Figure 1: showing the whole baby. Note the omphalocele and distal digital abnormalities.

Figure 2: Showing undescended testes.

Figure 3: showing the typical facial appearance.


Fryns syndrome (FS) is a rare autosomal recessive congenital anomaly syndrome with an incidence of 0.7 per 10000 births [1]. The 6 diagnostic criteria for FS are as follows: 1) congenital diaphragmatic defect, 2) characteristic facial appearance, 3) distal digital hypoplasia, 4) pulmonary hypoplasia, 5) characteristic associated anomalies like polyhydramnios, brain malformations, renal dysplasia, gastrointestinal system malformations and genital malformations and 6) parental consanguinity. For a diagnosis of Fryns syndrome to be made, at least 3 out of 6 criteria have to be present [6]. Our patient met 4 out of the 6 criteria.

FS is one of the most common syndromes associated with congenital diaphragmatic hernia.Fryns syndrome may be the most common autosomal recessive syndrome in which congenital diaphragmatic hernia is a cardinal feature [7]. The severity of FS varies. Vargas et al reported a pair of monozygotic twins that had FS with differences in diaphragmatic defect: The first twin had no diaphragmatic defect and at the age of one year had mild development delay. The second twin had left congenital diaphragmatic hernia and died as a neonate [3].The authors suggested that absence of diaphragmatic defect in FS may represent a subpopulation of mildly affected patients [3].Kantarci et al showedan association between congenital diaphragmatic hernia and chromosomal aberrations such as 15q26.1.q26.2 or 1q41-q42.12.For instance, FOG 2 and GATA 4 are needed for both normal development of the diaphragm and the lungs [8]. The index patient did not have any diaphragmatic defect but had an omphalocele major.

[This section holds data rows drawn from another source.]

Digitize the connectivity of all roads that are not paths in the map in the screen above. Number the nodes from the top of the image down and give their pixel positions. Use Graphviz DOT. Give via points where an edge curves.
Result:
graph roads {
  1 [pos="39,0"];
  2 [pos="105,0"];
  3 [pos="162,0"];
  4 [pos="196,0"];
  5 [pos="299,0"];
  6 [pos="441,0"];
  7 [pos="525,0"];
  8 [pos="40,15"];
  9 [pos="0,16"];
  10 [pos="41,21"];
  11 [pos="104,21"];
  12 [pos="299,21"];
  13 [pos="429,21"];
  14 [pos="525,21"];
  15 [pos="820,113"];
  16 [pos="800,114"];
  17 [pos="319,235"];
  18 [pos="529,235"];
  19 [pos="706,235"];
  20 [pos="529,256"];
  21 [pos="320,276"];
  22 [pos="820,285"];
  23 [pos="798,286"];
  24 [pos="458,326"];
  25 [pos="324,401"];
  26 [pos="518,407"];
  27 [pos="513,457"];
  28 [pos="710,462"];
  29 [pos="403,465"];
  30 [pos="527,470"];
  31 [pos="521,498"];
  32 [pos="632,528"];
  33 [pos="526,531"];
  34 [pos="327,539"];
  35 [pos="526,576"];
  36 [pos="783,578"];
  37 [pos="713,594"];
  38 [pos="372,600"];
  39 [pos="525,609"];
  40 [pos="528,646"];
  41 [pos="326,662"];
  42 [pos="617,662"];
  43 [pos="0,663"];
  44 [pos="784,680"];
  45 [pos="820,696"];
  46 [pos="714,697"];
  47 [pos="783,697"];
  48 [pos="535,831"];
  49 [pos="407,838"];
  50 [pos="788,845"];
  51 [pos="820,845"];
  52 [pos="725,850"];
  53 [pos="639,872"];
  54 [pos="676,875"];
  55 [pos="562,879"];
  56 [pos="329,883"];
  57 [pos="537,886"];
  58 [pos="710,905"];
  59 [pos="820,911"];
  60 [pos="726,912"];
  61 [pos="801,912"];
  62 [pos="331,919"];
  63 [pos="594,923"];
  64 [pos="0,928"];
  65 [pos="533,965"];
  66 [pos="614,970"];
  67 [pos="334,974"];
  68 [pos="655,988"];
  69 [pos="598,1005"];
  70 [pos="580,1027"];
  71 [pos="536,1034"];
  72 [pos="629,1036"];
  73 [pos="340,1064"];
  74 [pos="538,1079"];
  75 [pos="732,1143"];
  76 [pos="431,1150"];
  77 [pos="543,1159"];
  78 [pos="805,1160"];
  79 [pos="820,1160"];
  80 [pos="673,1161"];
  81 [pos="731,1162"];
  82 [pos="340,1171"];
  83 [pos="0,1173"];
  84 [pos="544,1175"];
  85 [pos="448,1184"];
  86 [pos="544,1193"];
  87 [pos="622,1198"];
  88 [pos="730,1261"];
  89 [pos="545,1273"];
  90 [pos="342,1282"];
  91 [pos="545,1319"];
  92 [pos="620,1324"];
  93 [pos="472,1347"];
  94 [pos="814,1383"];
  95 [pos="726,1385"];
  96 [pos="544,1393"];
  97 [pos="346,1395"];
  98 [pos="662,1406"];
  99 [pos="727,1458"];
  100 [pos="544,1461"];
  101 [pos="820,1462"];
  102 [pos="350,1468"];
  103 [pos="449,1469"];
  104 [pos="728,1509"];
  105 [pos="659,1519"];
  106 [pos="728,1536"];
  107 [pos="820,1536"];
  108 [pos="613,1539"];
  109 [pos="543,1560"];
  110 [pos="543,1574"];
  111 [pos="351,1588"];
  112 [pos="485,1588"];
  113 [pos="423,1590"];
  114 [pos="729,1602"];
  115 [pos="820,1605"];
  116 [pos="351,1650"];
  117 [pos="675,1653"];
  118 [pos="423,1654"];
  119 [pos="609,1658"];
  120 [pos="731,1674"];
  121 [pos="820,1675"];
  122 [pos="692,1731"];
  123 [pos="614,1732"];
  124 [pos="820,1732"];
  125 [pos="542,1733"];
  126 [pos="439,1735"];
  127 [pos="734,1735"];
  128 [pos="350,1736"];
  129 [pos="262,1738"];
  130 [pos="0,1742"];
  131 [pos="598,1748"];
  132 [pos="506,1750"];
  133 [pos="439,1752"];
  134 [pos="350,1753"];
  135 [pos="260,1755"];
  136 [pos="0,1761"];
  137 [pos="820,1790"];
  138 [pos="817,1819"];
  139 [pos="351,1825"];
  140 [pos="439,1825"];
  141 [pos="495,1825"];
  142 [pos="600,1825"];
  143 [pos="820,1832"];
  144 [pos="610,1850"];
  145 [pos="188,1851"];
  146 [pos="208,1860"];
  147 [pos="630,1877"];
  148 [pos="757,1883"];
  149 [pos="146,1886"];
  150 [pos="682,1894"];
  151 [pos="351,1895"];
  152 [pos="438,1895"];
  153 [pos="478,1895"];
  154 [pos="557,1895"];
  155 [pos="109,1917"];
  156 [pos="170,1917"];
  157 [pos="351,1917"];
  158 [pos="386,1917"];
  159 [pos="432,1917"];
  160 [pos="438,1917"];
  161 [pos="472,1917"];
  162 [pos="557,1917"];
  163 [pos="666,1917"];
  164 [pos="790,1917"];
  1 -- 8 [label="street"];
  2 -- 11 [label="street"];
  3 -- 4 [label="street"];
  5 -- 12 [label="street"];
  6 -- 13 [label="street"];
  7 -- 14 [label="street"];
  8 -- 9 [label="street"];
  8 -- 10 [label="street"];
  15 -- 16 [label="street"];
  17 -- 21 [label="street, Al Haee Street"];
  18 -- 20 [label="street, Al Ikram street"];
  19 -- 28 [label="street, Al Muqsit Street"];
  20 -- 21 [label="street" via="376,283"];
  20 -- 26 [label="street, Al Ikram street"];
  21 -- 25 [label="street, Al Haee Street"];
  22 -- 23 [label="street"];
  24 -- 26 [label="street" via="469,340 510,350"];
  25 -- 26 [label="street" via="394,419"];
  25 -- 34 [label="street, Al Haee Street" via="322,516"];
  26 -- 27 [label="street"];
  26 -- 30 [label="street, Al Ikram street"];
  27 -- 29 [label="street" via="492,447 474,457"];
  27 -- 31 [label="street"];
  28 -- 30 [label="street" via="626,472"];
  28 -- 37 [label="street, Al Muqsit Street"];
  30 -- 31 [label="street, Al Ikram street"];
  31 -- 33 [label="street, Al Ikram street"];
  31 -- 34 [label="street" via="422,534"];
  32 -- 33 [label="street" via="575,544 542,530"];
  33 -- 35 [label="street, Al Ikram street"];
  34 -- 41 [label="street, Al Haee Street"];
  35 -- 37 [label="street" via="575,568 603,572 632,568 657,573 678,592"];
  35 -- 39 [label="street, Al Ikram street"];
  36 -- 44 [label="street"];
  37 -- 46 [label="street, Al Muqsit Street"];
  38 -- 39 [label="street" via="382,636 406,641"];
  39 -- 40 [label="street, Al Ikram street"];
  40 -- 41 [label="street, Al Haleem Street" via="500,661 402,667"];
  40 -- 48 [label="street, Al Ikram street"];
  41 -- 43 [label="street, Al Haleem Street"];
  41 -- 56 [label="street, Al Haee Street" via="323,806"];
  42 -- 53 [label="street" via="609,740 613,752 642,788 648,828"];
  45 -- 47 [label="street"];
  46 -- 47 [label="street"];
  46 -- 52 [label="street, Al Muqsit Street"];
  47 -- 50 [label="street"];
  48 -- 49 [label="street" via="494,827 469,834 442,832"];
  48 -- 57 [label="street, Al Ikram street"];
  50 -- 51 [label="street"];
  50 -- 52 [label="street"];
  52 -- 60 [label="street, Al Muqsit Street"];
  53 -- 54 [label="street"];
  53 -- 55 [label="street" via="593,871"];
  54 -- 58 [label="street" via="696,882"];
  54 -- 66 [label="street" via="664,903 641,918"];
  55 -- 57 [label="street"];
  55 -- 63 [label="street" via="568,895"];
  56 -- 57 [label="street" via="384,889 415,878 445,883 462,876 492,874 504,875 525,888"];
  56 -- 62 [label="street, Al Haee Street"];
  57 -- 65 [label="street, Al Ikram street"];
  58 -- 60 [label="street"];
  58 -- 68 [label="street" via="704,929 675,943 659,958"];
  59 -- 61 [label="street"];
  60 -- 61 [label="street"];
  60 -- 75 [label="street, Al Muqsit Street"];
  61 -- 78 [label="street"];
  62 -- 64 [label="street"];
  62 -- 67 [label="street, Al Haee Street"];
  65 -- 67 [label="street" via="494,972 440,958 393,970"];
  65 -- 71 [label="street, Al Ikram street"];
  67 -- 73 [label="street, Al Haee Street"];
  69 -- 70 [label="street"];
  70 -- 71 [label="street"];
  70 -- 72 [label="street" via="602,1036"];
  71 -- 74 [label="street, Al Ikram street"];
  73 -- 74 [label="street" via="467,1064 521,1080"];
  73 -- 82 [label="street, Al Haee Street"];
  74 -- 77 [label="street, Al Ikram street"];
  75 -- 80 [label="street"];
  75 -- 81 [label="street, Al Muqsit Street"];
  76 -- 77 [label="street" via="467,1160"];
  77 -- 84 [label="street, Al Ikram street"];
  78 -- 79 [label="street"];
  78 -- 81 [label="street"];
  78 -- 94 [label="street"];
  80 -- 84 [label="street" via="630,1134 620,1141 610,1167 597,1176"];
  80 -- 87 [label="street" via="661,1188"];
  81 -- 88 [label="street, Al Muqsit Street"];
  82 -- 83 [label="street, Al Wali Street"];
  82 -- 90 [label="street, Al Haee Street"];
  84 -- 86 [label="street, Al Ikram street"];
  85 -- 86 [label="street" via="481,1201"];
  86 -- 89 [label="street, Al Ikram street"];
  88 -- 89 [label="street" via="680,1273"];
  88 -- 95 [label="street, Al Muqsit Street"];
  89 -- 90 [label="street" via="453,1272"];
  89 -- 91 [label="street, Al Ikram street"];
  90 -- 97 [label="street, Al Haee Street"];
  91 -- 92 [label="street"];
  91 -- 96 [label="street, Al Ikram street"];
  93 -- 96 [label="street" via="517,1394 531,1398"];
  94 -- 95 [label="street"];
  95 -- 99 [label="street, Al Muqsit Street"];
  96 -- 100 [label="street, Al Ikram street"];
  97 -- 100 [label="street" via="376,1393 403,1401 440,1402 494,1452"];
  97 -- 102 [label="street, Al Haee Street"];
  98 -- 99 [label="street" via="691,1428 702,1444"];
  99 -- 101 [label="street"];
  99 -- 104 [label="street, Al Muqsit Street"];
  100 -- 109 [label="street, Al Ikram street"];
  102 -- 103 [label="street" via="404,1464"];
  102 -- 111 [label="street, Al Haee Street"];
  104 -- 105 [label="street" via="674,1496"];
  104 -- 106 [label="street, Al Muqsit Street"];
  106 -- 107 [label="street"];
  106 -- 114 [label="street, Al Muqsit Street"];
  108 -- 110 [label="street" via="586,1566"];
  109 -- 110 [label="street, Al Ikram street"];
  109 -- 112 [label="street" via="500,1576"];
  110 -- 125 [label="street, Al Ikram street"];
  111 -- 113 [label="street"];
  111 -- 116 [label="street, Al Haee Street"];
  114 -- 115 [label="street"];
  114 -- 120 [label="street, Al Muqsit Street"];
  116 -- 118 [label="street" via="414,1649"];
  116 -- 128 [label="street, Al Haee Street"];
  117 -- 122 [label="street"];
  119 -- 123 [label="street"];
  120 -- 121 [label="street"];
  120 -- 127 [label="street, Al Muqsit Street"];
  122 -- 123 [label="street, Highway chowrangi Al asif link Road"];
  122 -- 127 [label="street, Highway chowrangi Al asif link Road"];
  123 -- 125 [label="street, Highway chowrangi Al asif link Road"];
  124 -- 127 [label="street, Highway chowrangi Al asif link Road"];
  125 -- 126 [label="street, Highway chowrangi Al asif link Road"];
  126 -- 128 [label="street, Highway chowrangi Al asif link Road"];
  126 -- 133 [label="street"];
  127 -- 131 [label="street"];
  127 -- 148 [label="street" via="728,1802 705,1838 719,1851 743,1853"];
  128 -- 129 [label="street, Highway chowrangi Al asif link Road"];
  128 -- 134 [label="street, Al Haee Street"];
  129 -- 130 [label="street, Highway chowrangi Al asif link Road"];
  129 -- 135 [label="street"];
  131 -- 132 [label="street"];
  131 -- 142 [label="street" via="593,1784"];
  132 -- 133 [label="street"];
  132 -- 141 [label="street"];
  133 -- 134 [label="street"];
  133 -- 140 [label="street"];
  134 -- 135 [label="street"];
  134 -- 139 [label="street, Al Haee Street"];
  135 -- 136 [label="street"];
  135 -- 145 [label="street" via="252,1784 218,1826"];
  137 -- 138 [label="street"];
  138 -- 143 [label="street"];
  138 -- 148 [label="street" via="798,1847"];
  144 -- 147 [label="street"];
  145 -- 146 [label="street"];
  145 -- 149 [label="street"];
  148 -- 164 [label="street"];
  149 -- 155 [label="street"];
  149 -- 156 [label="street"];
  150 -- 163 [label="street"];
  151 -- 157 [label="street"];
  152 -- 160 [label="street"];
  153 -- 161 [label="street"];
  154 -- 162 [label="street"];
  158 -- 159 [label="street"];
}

In 2004, Pierson et al reviewed 77 reported patients that had FS. There were abnormal eye findings in 12 patients (15.6%) out of the 77 patients [8].In the past, cloudy cornea was considered a major feature of FS. However, cloudy cornea is currently considered minor diagnostic criteria [9]. There was no eye abnormality in our patient. Multiple midline developmental defects that may be present in FS include gastroschisis, omphalocele, central nervous system defects with left arrhinencephaly and cerebellar hypoplasia, midline cleft of the upper lip, alveolar ridge, maxillary bone and cleft nose with bilateral choanal atresia [10]. Arnold et al published a report of a male fetus with FS with the above additional abnormalities[10]. Omphalocele was present in our patient. Classically, FS is characterized by distal limb hypoplasia. The spectrum of distal limb hypoplasia includes short and broad hands, short digits, short or absent terminal phalanges, hypoplasticor absent nails and clinodactyly [11]. Our patient had short and broad hands and short digits. Van Hove et al reported the high mortality rate associated with FS. He reported that about 36.5% of fetuses die before 36 weeks gestation and 32.2% were born alive after 36 weeks but died within the first few days of life [12]. However, Neville et al reported a 15% chance of survival [13]. The exact cause of FS is not known. FS runs in families and is thought to be genetic because it has features similar to other genetic disorders. However, no specific gene has been identified [14]. There are significant inter and intra-familial phenotypic variations [3].


Fryns syndrome is a rare autosomal recessive disorder with a high rate of stillbirth and early neonatal mortality. Diagnosis of FS can be made prenatally through maternal ultrasound scan.Rare associations such as omphalocele and undescended testes can be found in FS.

Conflict of Interest

The authors declare that there is no conflict of interest.

Informed Consent

Consent was obtained from the patient’s parents to publish/present this case.

Ethical Approval

Ethical approval is not required from my institution.